Sunday, March 29, 2009
Go West
I have long smirked at the notion of people, "Going West." I mean, c'mon, how cliche can we get? And yet I now find myself once again in a position of humility where I feel the need to confess...I am going West. The first chance I get, the next chance I get. GTC had it in our 12 year plan to do it anyway but now it must move its way into my 5 year plan. I would prefer it move its way into my 5 day plan. So if you don't hear from me in a reasonable amount of time (unit of measure for relatives- 6 months; friends- 7 months) check the Tahoe-Donner directory. I second the notion a good friend recently shared with me, "If people weren't born in Ohio the midwest would remain largely uninhabited..."
Wednesday, March 18, 2009
Ongoing obsession with Facebook
Ahole is blogging about facebook. Ahole is also eating a piece of toast. Wheat toast. Kroger brand. I am holding it in my left hand. I am left handed. I know because that's how I sign my name. And also I took an internet quiz that says I might be left handed. Ahole is wondering what a random 400 people are doing at THIS EXACT MOMENT. Please tell Ahole. Please tell me where you are going today. Please tell me what you had to drink today. Please tell me what you think of the weather. Please tell me what you did yesterday and post some pictures of it, too, while you are at it. What is a story about drinking latte without a photo? How can I visualize you going to work without a visual? How in the world can I really get to KNOW you people called my friends? Ahole is impatiently waiting for the next status update. C'mon, people! Where are you EXACTLY? What are you doing RIGHT NOW??? Ahole doesn't want to take another quiz about herself. Oh but she will. Just to have something to post if someone else doesn't post first. Isn't anyone eating, drinking, reading, shitting, travelling, pondering, talking, thinking, looking??? Tell me NOW. NOW. NOW.
Monday, March 16, 2009
So tired...

I am so tired of bullshit. Irony in that is all I spew is bullshit. That's all I got. Bunch of stupid ass bullshit theories and ideas on life that I got mostly from observing my dysfunctional family and reading lots of self-help books with a sprinkling of overpriced and way overvalued professional help. I have come to the conclusion that I was either:
a. Abandoned by a pack of wolves shortly after my birth and found by my parents. They noticed I was female which their current family was short on and thought with a lot of work they might be able to make me human(my dad always claimed I was an ugly baby and I can get very hairy without the proper hygiene). Alas, as they now realize after my 40th birthday it was all for naught. You really cannot take the beast out regardless of the best intentions and copious amounts of catholic conditioning.

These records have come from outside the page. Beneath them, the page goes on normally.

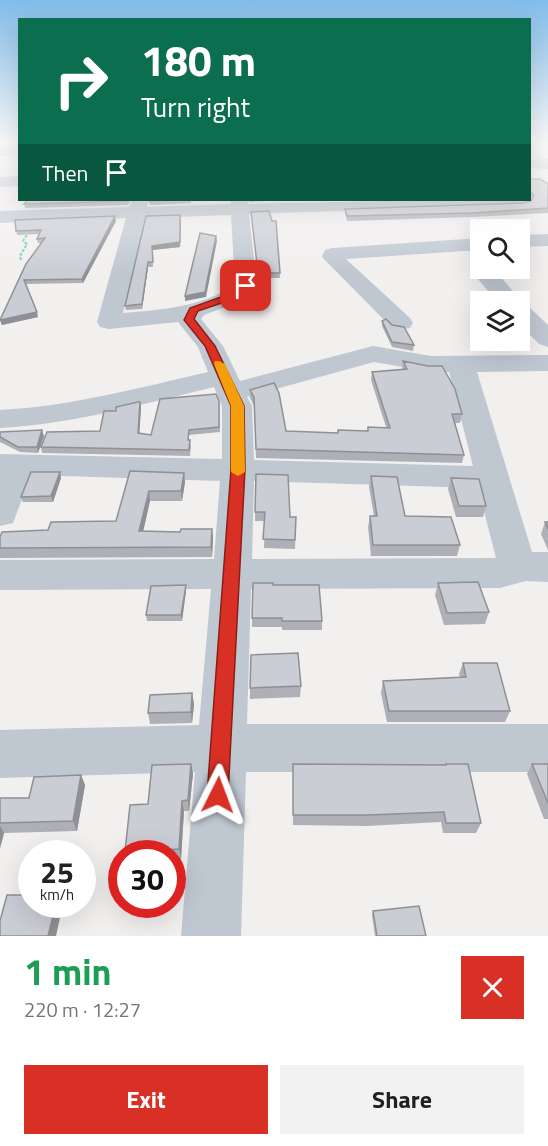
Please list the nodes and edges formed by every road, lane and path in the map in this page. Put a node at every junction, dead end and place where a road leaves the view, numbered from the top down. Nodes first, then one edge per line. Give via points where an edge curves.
1 (456, 201) edge
2 (239, 205) edge
3 (83, 207) edge
4 (138, 207) edge
5 (38, 217) junction
6 (0, 218) edge
7 (548, 240) edge
8 (530, 241) edge
9 (470, 244) edge
10 (21, 260) dead end
11 (490, 279) edge
12 (501, 291) edge
13 (191, 314) junction
14 (530, 321) edge
15 (401, 324) edge
16 (548, 339) edge
17 (548, 363) edge
18 (461, 364) junction
19 (229, 384) junction
20 (0, 419) edge
21 (10, 464) edge
22 (238, 469) junction
23 (492, 477) junction
24 (0, 514) edge
25 (532, 567) edge
26 (0, 574) edge
27 (231, 574) junction
28 (220, 748) junction
29 (548, 748) edge
30 (0, 754) edge
31 (211, 936) edge

1 - 2 street
2 - 4 street
2 - 13 street via 246,286 235,295
3 - 4 street
3 - 5 street
4 - 13 street via 109,322
5 - 6 street
5 - 10 path via 23,241 27,244
7 - 8 street
9 - 15 street via 332,254
11 - 12 street
13 - 19 street via 189,320 210,346
14 - 16 street
17 - 18 street
18 - 19 street via 431,364 372,354
18 - 23 street
19 - 20 street via 200,384 76,411
19 - 22 street via 237,406
21 - 22 street
21 - 24 street
22 - 23 street
22 - 27 street
23 - 25 street
25 - 27 street via 500,573
26 - 27 street
27 - 28 street
28 - 29 street
28 - 30 street
28 - 31 street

b. Mixed up with another family's baby. I have no basis for this one except maybe it was a slow day at the farm and between me and the other newborn she was way uglier.

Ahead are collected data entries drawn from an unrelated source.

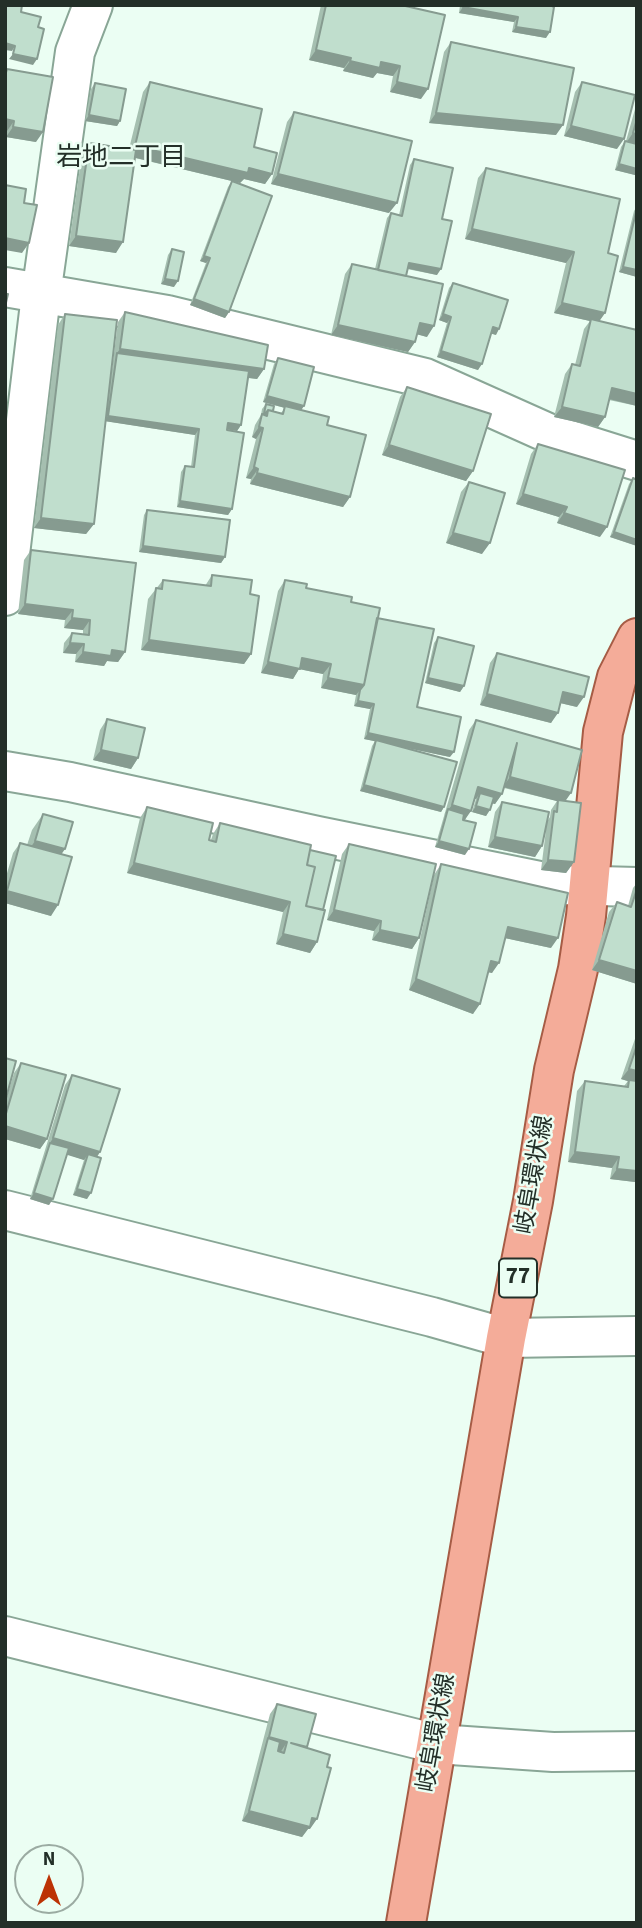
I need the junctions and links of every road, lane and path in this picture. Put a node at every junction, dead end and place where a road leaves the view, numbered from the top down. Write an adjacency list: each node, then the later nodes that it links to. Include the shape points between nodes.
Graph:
1 (90, 6): 2 (street, via 75,52)
2 (23, 291): 3 (street, via 167,315 425,378 548,433); 4 (street)
3 (637, 461)
4 (5, 596)
5 (637, 638): 7 (main road, 岐阜環状線 / 77, via 617,677 603,732)
6 (5, 771): 7 (street, via 560,886)
7 (589, 886): 8 (street); 11 (main road, 岐阜環状線 / 77, via 578,969 554,1070)
8 (637, 887)
9 (5, 1210): 11 (street)
10 (637, 1336): 11 (street)
11 (506, 1338): 13 (main road, 岐阜環状線 / 77)
12 (5, 1636): 13 (street)
13 (437, 1744): 14 (street, via 553,1752); 15 (main road, 岐阜環状線 / 77)
14 (637, 1751)
15 (406, 1923)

c. Alan Funt decided to experiment with something a little bit meatier than a talking mailbox and any minute now he will be jumping out, screaming, "SMILE! You are on candid camera!" In the likely case that he is now dead I can only hope he has passed on my file to Ashton Kutcher and I will soon learn instead that I've been punked. Last resort is Howie Mandell. It's sort of his m.o. and I am running out of options.
d. Some combination of the above.
Can barely take it anymore...
Thursday, March 5, 2009
Shocking news that is neither of those really

In the world of reality TV, where I spend a great deal of free time, this week's shocking news is the bachelor. He changed his mind. Oh dear god. The public outcry was deafening (in the reality circle). What gets me with this and with all reality TV is that people believe it is real. So people are shocked that a guy goes on a TV show to find a wife out of a panel of women who are going on the show to compete for one guy and then the guy picks a girl and then he changes his mind. And the shocking part is that last bit?
Though I do watch reality TV I must admit I never watched this particular show because it is ridiculous. I rate these shows on a sliding scale and in the big picture ridiculous isn't a terrible rating but for me this one just isn't watchable. Until now. Bring in some good shock drama and I'm in. I can't wait for next season. As if regular schmoes and schmoettes aren't disallusioned enough when choosing a spouse from the entire population (not me, honey...)Until next season and for now I will continue to get my fix on American Idol and Sober House.
Sunday, March 1, 2009
Where's Waldo?

So I reluctantly joined facebook and I am beginning to think "wow, this is kind of neat" but wait...Then after I hear from some people from my past that it doesn't pain me to hear from and start to see the value of this whole "connecting" thing, Facebook slowly starts to resemble my real life. I pop into each of my family members' and even some friends' pages and there is my ex husband. Will he never go away? Not unlike the series of childrens' books, WHERE'S WALDO? I suppose I should just make a game out of how many photos I can find him in...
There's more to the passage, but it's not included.